Pixel-perfect perception: an intro to Computer Vision using Artificial Neural Networks

Published in

MPB Tech

8 min readOct 1, 2021

By MPB’s Senior Software Engineer, Romain Beaugrand.

Cross the Thames between Dartford and Thurrock these days and you’re automatically charged, whether you know it or not. Forget to pay and you’ll receive a penalty charge notice by post. Irritating for sure, but you can’t help admiring the technology that accurately reads thousands of number plates every hour as they pass at 50mph-plus.

In the office, Photoshop’s subject-selection tools seem to just keep on improving. Fully driverless cars are around the corner, figuratively if not literally, and face recognition looks set to change society yet again.
Computer vision is very much A Thing, but how does it really work? Come to think of it, how does human vision work once you get beyond the retina? And what kinds of technology will power the automated future of labour?

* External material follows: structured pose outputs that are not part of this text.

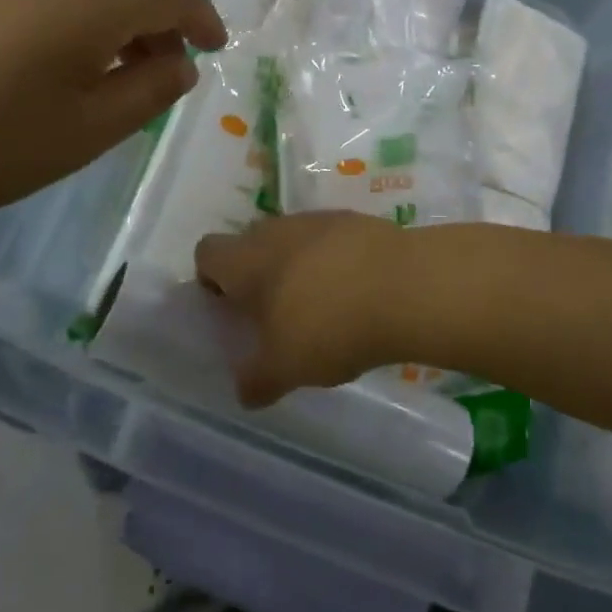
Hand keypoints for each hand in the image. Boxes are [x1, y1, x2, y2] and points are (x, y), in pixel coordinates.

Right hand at [195, 213, 414, 405]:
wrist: (404, 286)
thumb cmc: (328, 325)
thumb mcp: (285, 368)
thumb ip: (257, 380)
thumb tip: (245, 391)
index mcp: (245, 259)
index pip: (207, 252)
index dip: (210, 279)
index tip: (229, 309)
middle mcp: (275, 230)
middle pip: (250, 244)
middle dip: (257, 275)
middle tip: (275, 315)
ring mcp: (317, 220)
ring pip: (292, 241)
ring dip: (297, 267)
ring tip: (321, 307)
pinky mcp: (356, 220)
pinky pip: (331, 240)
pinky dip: (334, 262)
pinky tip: (356, 293)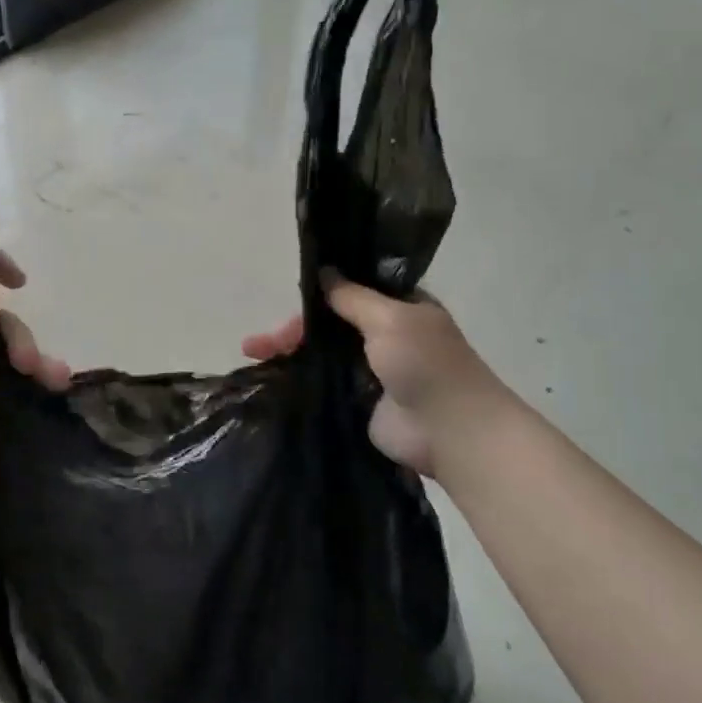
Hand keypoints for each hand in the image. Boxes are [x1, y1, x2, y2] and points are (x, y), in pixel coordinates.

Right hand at [243, 274, 506, 478]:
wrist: (449, 431)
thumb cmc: (426, 364)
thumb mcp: (390, 318)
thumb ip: (352, 297)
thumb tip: (323, 271)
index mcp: (399, 307)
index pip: (351, 290)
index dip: (319, 291)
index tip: (288, 294)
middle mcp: (384, 334)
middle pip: (329, 322)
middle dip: (294, 327)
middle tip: (260, 341)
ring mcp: (369, 369)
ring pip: (322, 351)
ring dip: (289, 350)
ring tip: (252, 353)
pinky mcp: (357, 399)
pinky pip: (323, 381)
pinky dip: (298, 376)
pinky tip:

In this article I’ll look at the surprisingly simple calculations that underpin some visual perception algorithms. I’ll also discuss how neural networks can break down the world of pixels into one of moving vector shapes, perhaps modelling the way humans see. And while I love experimenting with this kind of problem, I’m nobody’s idea of an expert — I’m only qualified to offer an introduction and I’ll finish with some references to the leading lights in Computer Vision. But first, let’s define just what that term means.

Making computers ‘see’

Computer Vision (CV) isn’t a single discipline. Here I’ll be talking about artificial perception but many more technologies might sit on top of that. Object detection and recognition are out of scope, as are human vision, scene reconstruction, image restoration and many more.
What I will look at is how a computer can turn an image or video sequence into vectors that can be used for most of the above.
And it’s a challenge, of course. To computers, an image is simply a pixel grid, rows and columns of numbers representing colours, shapes and “things”.
Dealing with pixels is laborious and underwhelming. To model vision we must go beyond and interpret the image as a surface in a 3D world.

First principles

A pixel’s value includes information about its colour and position. If you remember The Dress, you’ll also be familiar with the idea that any single point in an image is partly defined by its surroundings. No pixel is an island.

Computer vision works best with ‘noisier’ images

In fact, Computer Vision likes noise — it’s much easier to pick out objects from a busy background than from a (not-very-realistic) low-contrast image.
A starting point for many CV algorithms is feature-detection. Here we take an image and look for the big contrasts between areas of pixels — edges, corners, sharp lines between dark and light.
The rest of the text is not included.